Burnett is weighing whether to join a Senate primary for the chance to try and unseat Sen. Kirsten Gillibrand, who is considered to be a possible Democratic presidential contender in 2020, but has said she plans running to keep her Senate seat and staying there. Any Republican challenger to her Senate seat would face a highly challenging race: She won re-election in 2012 with 72% of the vote in blue New York.
The Cornell grad and businessman said he began to think about it when a friend “strongly encouraged” him to consider a run, and now he's wondering if there's a path to victory and if can raise the money. “An ordinary candidate is not going to drive the numbers to the polls that are necessary to win,” he said. “Especially, downstate in New York City, where Republicans are outnumbered 7 to 1. The ideal candidate has to appeal to crossover voters and independents.”
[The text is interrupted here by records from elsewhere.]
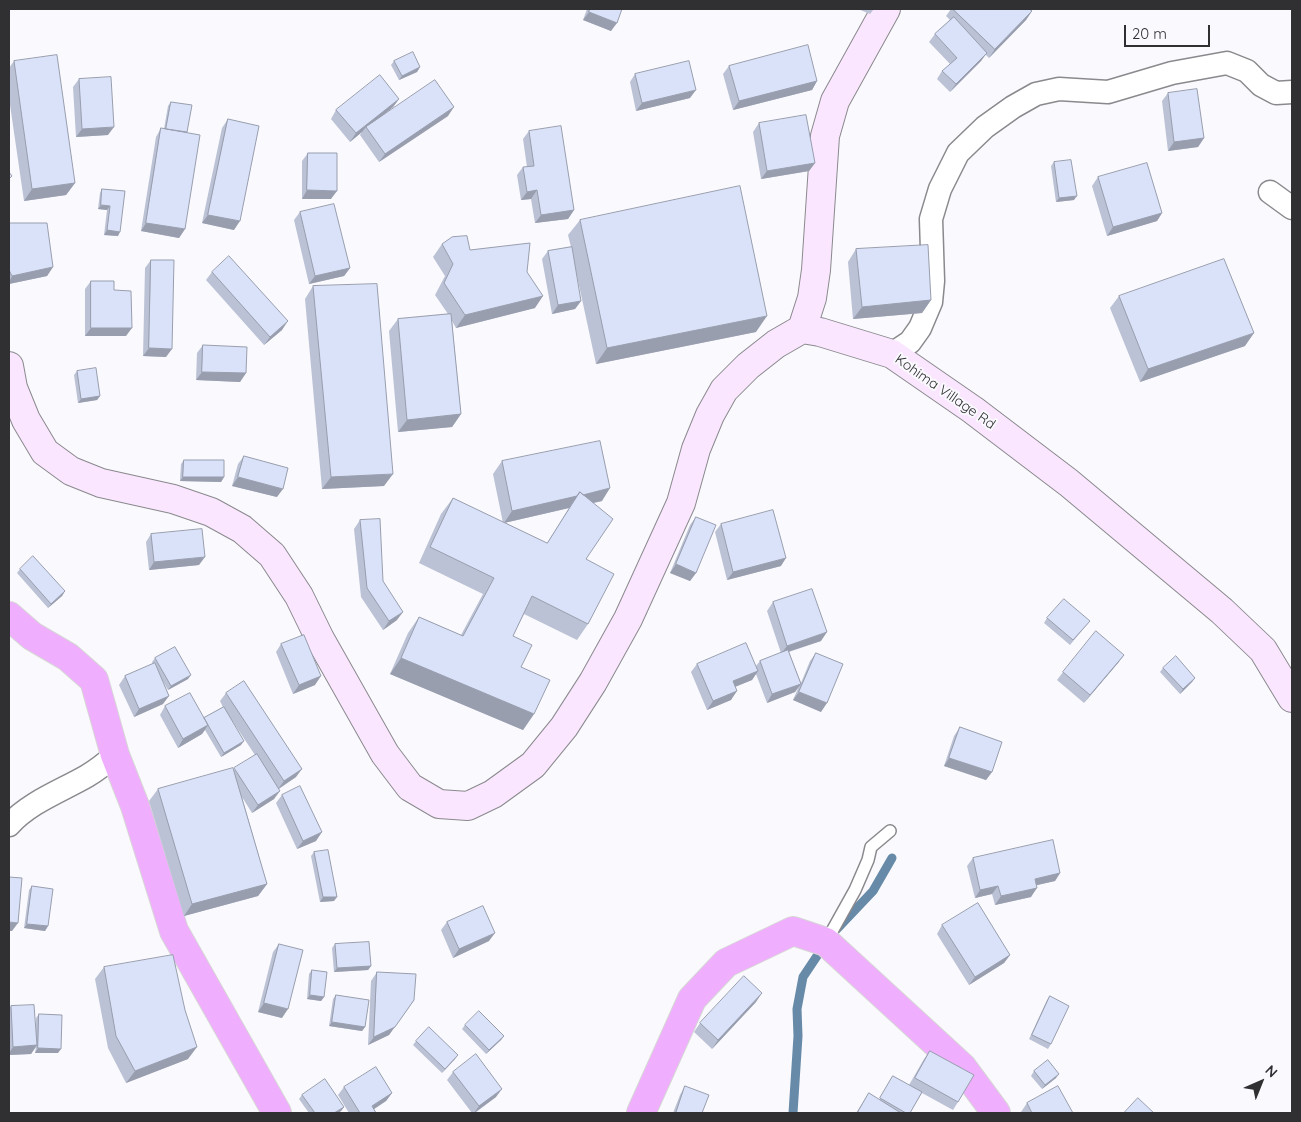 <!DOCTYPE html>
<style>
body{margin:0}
#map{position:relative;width:1301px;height:1122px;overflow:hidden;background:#faf9fd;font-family:Quicksand,sans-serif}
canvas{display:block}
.frame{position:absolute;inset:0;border:10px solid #302f31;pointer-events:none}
.north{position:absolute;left:1236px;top:1057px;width:50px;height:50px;-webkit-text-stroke:4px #faf9fd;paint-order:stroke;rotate:44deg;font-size:14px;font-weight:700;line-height:20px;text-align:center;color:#302f31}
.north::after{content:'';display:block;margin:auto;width:18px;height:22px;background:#302f31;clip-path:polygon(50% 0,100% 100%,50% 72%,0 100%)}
.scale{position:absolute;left:1124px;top:25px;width:86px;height:22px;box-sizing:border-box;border:2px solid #302f31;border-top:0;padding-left:6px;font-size:15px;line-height:18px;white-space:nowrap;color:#302f31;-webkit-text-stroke:4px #faf9fd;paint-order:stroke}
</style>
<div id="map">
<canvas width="1301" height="1122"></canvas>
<div class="frame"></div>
<div class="north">N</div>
<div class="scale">20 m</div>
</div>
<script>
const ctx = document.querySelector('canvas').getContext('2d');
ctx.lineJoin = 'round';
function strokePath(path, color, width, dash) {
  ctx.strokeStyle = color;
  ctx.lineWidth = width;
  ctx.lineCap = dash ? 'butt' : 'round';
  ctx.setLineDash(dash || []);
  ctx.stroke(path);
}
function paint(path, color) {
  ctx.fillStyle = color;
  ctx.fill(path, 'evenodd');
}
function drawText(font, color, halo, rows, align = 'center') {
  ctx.font = font + ' Quicksand,sans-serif';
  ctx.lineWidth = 4;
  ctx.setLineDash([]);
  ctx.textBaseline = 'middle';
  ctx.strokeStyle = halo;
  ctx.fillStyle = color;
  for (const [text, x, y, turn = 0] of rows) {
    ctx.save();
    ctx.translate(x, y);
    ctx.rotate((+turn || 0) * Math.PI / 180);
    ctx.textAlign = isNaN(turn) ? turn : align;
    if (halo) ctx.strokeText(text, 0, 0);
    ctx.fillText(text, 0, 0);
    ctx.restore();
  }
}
strokePath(new Path2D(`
 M837,929l36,-38 19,-33
 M793,1113l5,-77 -1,-27 6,-32 22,-33`), '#668aa7', 9);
const lane = new Path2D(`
 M826,942l29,-52 13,-30 3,-13 19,-16`);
const street = new Path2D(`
 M1270,192l22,16
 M892,354l18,-12 10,-14 11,-26 2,-21 -2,-62 9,-30 18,-36 27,-26 28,-20 23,-13 23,-5 49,3 64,-19 55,-10 20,8 14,14 15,8 16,-1
 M9,825c21,-23 52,-34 78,-49 10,-6 19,-13 28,-21`);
const secondary = new Path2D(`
 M802,329l18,3 72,22 81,56 96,73 153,128 41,39 29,48
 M802,329l10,-31 4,-28 9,-134 10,-35 51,-92
 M9,366l4,22 13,32 19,32 26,19 30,12 72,16 38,13 31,17 30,26 27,41 21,43 65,115 25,33 29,17 29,2 25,-12 40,-29 31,-38 29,-45 35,-63 53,-116 15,-54 14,-34 14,-25 24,-24 28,-22 26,-15`);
const highway = new Path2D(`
 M9,616l23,20 36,21 26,23 21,75 20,51 39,125 103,182
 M641,1113l51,-114 34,-36 67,-32 33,11 136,125 34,46`);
strokePath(lane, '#8a898d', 14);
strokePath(street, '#8a898d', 25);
strokePath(secondary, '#8a898d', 30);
strokePath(highway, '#d6d5d6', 30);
strokePath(lane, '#fff', 11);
strokePath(street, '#fff', 22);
strokePath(secondary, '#fae7ff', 28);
strokePath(highway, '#f0aefe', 28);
paint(new Path2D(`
 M587,9h35l-11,22 -28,-11z
 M858,9h16l-4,5z
 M951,9h78l3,2 -6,9 -37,38 -4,-4 -4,7 -31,31 -13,-13 5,-8 8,-7 -21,-22 6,-8 15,-14 -4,-4z
 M14,61l61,122 -9,12 -42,6 -15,-103v-30z
 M394,61l26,6 -3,5 -18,8 -8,-15z
 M729,66l88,15 -5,9 -79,20 -10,-36z
 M635,74l55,24 -54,13 -6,-29z
 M79,79l29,56 -32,2 -3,-50z
 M1168,93l36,45 -6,9 -30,4 -6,-50z
 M399,99l-6,8 -8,7 63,2 -69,46 -19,-27 2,-3 -12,10 -19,-23 5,-9z
 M171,102l16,31 -2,96 -6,9 -38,-7 15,-94 5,-9 3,1 4,-23z
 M228,119l6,111 -32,-7 20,-95z
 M759,123l56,40 -6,8 -48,8 -8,-47z
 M529,131l45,79 -6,9 -33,4 -4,-24 -10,1 -4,-25 6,-8h4l-4,-28z
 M308,153l23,46h-29v-38z
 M1054,162l20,38 -18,2 -5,-36z
 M1098,177l64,36 -5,8 -50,15 -15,-50z
 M102,189l23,2 -7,45 -14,-1 3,-25 -9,-1 2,-16z
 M300,212l50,56 -6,8 -35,8 -15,-64z
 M580,220l176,112 -160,32 -22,-102 7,39 -6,8 -23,5 -10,-55 6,-8 23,-4 -3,-12z
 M9,223l44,44 -6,9 -38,8z
 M442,244l28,6 57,22 8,36 -79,20 -4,-7 9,93 -9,13 -54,5 -9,-101 9,-12 50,-5 -13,-19 10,-19 -12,-19z
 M856,249l75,51 -9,13 -69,6 -5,-57z
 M151,260l15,97 -23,-1 2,-88z
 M212,272l70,58 -18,15 -58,-65z
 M91,281l23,9 12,46h-41v-47z
 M313,286l71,200 -62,3 -17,-190z
 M1119,296l126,50 -105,36 -30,-74z
 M203,345l43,28 -6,9 -44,-2 1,-27z
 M77,371l23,25 -3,4 -19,3 -4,-28z
 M244,456l33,41 -45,-11 6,-22z
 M184,460l40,17 -3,5 -41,-1 1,-17z
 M502,461l100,40 -9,2 -7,56 2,65 -11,16 -53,-26 -11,22 21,78 -11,16 -133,-56 18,-41 11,-16 42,18 22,-41 -64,-31 22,-49 12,-16 50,25 -10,-49zM569,508l-22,35 -43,-20z
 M696,517v56l-6,8 -20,-8 20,-48z
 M360,520l37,100 -14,10 -22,-33 -7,-68z
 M721,524l60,42 -54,14 -12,-48z
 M151,534l48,31 -50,5 -3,-28z
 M20,569l45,22 -3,5 -14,12 -31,-35z
 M773,602l48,39 -32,11 12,31 9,-22 6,-8 5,59 -28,-12 6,-14 -4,6 -28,11 -11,-29 -4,6 -17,7 -4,13 -24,10 -16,-38 6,-8 59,2 4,-5 21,-8 -14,-42z
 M1047,618l43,3 -20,24 -26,-22z
 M281,644l34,41 -22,9 -17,-42z
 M1124,655l-6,8 -34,40 -27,-23 6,-8z
 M155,658l33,21 -20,11 -7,-12 2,26 -29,13 -15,-32 6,-9 28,-12 -1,-2z
 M1163,668l32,10 -3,4 -12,12 -20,-22z
 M226,693l70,84 -17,12 -5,10 -22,14 -10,-16 25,87 -9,12 -74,20 -35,-115 9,-12 76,-19 21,-15 -28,-42 14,32 -20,12 -16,-27 -3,4 -24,14 -18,-33 5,-9 39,12 19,-11 -3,-6z
 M960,727l32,45 -6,8 -42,-14 10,-30z
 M282,795l34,46 -19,8 -21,-46z
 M314,852l20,49 -14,1 -9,-46z
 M973,858l87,15 -5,8 -19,4 -5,12 -36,8 -3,-11 -17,4 -8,-32z
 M32,886l16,40 -3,5 -21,-3 5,-38z
 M447,922l42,19 -36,17 -12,-28z
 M942,925l68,30 -6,8 -35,22 -32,-51z
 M279,944l3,74 -24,-6 15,-60z
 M335,944l36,22 -3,4 -34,2 -2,-24z
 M104,967l84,92 -62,24 -18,-35 -13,-69z
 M312,970l12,27 -3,4 -14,-2 2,-25z
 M377,972l37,28 -25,35 -21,10 3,-64z
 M336,995l29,32 -3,4 -33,-5 4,-27z
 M1050,996l1,48 -3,5 -19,-10 18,-39z
 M756,1002l-44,47 -18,-17 6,-9z
 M11,1006l25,28v-16l3,-4 19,39h-23l1,-6 -5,7 -22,1v-47z
 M465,1025l39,11 -3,4 -15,14 -24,-25z
 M416,1041l39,18 -13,14 -29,-28z
 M930,1051l28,51 -5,8 -31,-17 -12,20h-54l13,-20 10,7 14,-24 16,9 15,-26z
 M1034,1071l22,7 -14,11 -11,-13z
 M453,1072l43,25 -21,16h-3l-25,-33z
 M685,1086l17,27h-29l7,-18z
 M344,1087l48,6 -6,8 -12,8 2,4h-27l-11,-18z
 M302,1095l42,12 -3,4 -3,2h-29l-10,-14z
 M1027,1103l46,10h-51l-1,-1z`), '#bbc2d5');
paint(new Path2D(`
 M1032,11l-6,9 -37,38 6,-9z
 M589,12l28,11 -6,8 -28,-11z
 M987,53l-6,8 -31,31 6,-8z
 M420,67l-3,5 -18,8 3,-4z
 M817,81l-5,9 -79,20 6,-9z
 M696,90l-6,8 -54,13 6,-8z
 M399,99l-6,8 -26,21 -1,-1 -4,5 -12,10 6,-9z
 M454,107l-6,9 -69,46 6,-8z
 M114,127l-6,8 -32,2 6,-8z
 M1204,138l-6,9 -30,4 6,-9z
 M815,163l-6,8 -48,8 6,-8z
 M75,183l-9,12 -42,6 8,-12z
 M307,190l30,1 -6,8h-29z
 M537,190l-6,9 -10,1 6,-8z
 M1077,196l-3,4 -18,2 3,-4z
 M101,205l9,1 -3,4 -9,-1z
 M574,210l-6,9 -33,4 6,-8z
 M1162,213l-5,8 -50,15 6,-9z
 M208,215l32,6 -6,9 -32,-7z
 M146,223l39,6 -6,9 -38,-7z
 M107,230l13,2 -2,4 -14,-1z
 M53,267l-6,9 -38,8v-2l3,-6z
 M350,268l-6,8 -35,8 6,-8z
 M543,296l-8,12 -79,20 9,-13z
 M931,300l-9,13 -69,6 9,-12z
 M581,301l-6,8 -23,5 6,-9z
 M767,316l-11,16 -160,32 11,-16z
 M288,321l-6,9 -18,15 6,-8z
 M91,328h41l-6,8h-41z
 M1254,333l-9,13 -105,36 8,-13z
 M149,348l23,1 -6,8 -23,-1z
 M202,372l44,1 -6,9 -44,-2z
 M100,396l-3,4 -19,3 3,-4z
 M461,414l-9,13 -54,5 9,-12z
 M393,474l-9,12 -62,3 9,-12z
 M183,477h41l-3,5 -41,-1z
 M238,477l45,12 -6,8 -45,-11z
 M610,488l-8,13 -32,7 7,-12z
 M577,496l-8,12 -65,15 8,-12z
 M205,557l-6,8 -50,5 5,-8z
 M786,558l-5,8 -54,14 6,-8z
 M676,564l20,9 -6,8 -20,-8z
 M65,591l-3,5 -14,12 3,-4z
 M403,612l-6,8 -14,10 6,-9z
 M827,632l-6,9 -40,13 6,-8z
 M1124,655l-6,8 -34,40 6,-8z
 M401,658l133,56 -11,16 -133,-56z
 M758,671l-6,9 -25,10 6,-9z
 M191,675l-3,4 -20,11 3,-4z
 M321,676l-6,9 -22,9 6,-9z
 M1195,678l-3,4 -12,12 3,-5z
 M801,684l-6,8 -28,11 5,-9z
 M737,691l-6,9 -24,10 6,-9z
 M799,692l28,11 -6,9 -28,-12z
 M169,696l-6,8 -29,13 5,-8z
 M208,725l-6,9 -24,14 5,-9z
 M244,741l-3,4 -20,12 3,-4z
 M949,758l43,14 -6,8 -42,-14z
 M302,769l-6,8 -18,12 6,-8z
 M280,791l-6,8 -22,14 6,-8z
 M322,832l-6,9 -19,8 6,-8z
 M1060,873l-5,8 -26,6 6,-8z
 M267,884l-9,12 -74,20 8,-12z
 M998,886l-6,8 -17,4 5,-8z
 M1037,888l-6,9 -36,8 6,-9z
 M323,897h14l-3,4 -14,1z
 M9,922l9,1 -6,8h-3z
 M27,924l21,2 -3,5 -21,-3z
 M495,933l-6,8 -36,17 6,-9z
 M1010,955l-6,8 -35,22 6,-8z
 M371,966l-3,4 -34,2 3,-4z
 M762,993l-6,9 -44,47 6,-9z
 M310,995l14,2 -3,4 -14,-2z
 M414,1000l-25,35 -21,10 6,-8z
 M264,1003l24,6 -6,9 -24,-6z
 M332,1022l33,5 -3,4 -33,-5z
 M504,1036l-3,4 -15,14 3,-4z
 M37,1045l-6,9 -22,1v-2l4,-6z
 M197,1047l-9,12 -62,24 9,-12z
 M38,1048l23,1 -3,4h-23z
 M458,1055l-3,4 -13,14 3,-4z
 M1059,1074l-3,4 -14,11 3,-4z
 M502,1089l-6,8 -22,16 5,-7z
 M392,1093l-6,8 -18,12 4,-7z
 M344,1107l-3,4 -3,2h-4z`), '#989eae');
const building = new Path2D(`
 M590,9h32l-5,14 -28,-11z
 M953,9h76l3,2 -37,38z
 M954,17l33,36 -31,31 -14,-13 15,-13 -22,-24z
 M808,45l9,36 -78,20 -10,-35z
 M413,52l7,15 -18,9 -8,-15z
 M57,55l18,128 -43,6 -18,-128z
 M689,61l7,29 -54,13 -7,-29z
 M380,75l19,24 -43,34 -20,-23z
 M111,77l3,50 -32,2 -3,-50z
 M435,80l19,27 -69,47 -19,-27z
 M1197,89l7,49 -30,4 -6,-49z
 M171,102l21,3 -5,27 -21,-3z
 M806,115l9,48 -48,8 -8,-48z
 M228,119l31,7 -19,95 -32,-6z
 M561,126l13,84 -33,5 -4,-25 -10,2 -4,-25 11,-1 -5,-35z
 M161,128l39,7 -15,94 -39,-6z
 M308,153h29v38l-30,-1z
 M1071,160l6,36 -18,2 -5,-36z
 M1147,163l15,50 -49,14 -15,-50z
 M9,172l3,4 -3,3z
 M740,186l27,130 -160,32 -27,-128z
 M102,189l23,2 -5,41 -13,-2 3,-24 -9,-1z
 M334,204l16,64 -35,8 -15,-64z
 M9,223h38l6,44 -41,9 -3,-6z
 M467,236l3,14 60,-7 -3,29 16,24 -78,19 -21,-32 9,-19 -11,-20 10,-7z
 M928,245l3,55 -69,7 -6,-58z
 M572,247l9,54 -23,4 -10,-54z
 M229,256l59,65 -18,16 -58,-65z
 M1224,259l30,74 -106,36 -29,-73z
 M151,260h23l-2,89 -23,-1z
 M91,281h23v9l17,1 1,37h-41z
 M377,284l16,190 -62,3 -18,-191z
 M451,314l10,100 -54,6 -9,-101z
 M203,345l44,2 -1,26 -44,-1z
 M96,368l4,28 -19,3 -4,-28z
 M600,441l10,47 -27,7 -3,-3 -3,4 -65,15 -10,-50z
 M244,456l44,12 -5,21 -45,-12z
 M184,460h40v17h-41z
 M580,492l33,27 -27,40 28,15 -26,50 -56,-28 -19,40 19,9 -11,22 29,13 -16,34 -133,-56 18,-41 44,19 31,-58 -64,-31 23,-49 94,45z
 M773,510l13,48 -53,14 -12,-48z
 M696,517l20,8 -20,48 -20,-9z
 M380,519l3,62 20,31 -14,9 -22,-33 -7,-68z
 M202,529l3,28 -51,5 -3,-28z
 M33,556l32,35 -14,13 -31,-35z
 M812,589l15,43 -40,14 -14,-44z
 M1064,599l26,22 -17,19 -26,-22z
 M1096,631l28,24 -34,40 -27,-23z
 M304,635l17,41 -22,9 -18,-41z
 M746,643l12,28 -25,10 4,10 -24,10 -16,-37z
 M175,647l16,28 -20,11 -16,-28z
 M788,650l13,34 -29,10 -12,-33z
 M816,653l27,11 -16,39 -28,-11z
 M1176,656l19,22 -12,11 -20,-21z
 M155,663l14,33 -30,13 -14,-33z
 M244,681l58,88 -18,12 -58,-88z
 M190,693l18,32 -25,14 -18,-33z
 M224,707l20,34 -20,12 -20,-35z
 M960,727l42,15 -10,30 -43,-14z
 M257,754l23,37 -22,14 -24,-37z
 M233,768l34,116 -75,20 -34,-115z
 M300,786l22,46 -19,9 -21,-46z
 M1053,840l7,33 -25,6 2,9 -36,8 -3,-10 -18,4 -7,-32z
 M328,850l9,47h-14l-9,-45z
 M9,877l13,1 -4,45 -9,-1z
 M32,886l21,3 -5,37 -21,-2z
 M978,903l32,52 -35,22 -33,-52z
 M483,906l12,27 -36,16 -12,-27z
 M369,942l2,24 -34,2 -2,-24z
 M279,944l24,6 -15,59 -24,-6z
 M173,955l12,55 12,37 -62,24 -19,-35 -12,-69z
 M312,970l15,2 -3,25 -14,-2z
 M377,972l39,2 -2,26 -19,27 -21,10z
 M744,976l18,17 -44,47 -18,-17z
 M336,995l33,5 -4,27 -33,-5z
 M1050,996l19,10 -18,38 -19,-9z
 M34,1005l3,40 -24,2 -2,-41z
 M479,1011l25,25 -15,14 -24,-25z
 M39,1014l23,1 -1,34 -23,-1z
 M429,1027l29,28 -13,14 -29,-28z
 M930,1051l44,24 -16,27 -43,-24z
 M476,1054l26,35 -23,17 -26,-34z
 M1048,1060l11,14 -14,11 -11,-14z
 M376,1067l16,26 -20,13 4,7h-16l-16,-26z
 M893,1076l29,16 -12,21h-4l-26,-15z
 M325,1079l19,28 -10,6h-19l-13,-18z
 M685,1086l24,9 -7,18h-26z
 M1058,1086l15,27h-41l-5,-10z
 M869,1093l32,20h-40l-3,-1z
 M1138,1098l16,15h-30z`);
paint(building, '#d9e2f8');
strokePath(building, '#989eae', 1);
drawText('14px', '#302f31', '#faf9fd', [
 ["Kohima Village Rd",945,392,35]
]);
</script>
Burnett, who is an adviser to the New York Republican Party, ran unopposed in the 2013 Republican primary for New York City comptroller. He was crushed by Scott Stringer in the general election, garnering just 16% of the vote.
That doesn't mean he doesn't think he’s got what it takes for 2018, though. “The ideal candidate,” he said, “should have a diverse background and experiences coupled with the ability to serve all by finding common ground.”
And you don’t need to have a track-record of electoral success to find your way to the GOP nomination in New York. The same candidate who Gillibrand defeated in 2012 was the GOP nominee to run against Sen. Chuck Schumer in 2016. The candidate, Wendy Long, found a nearly identical result.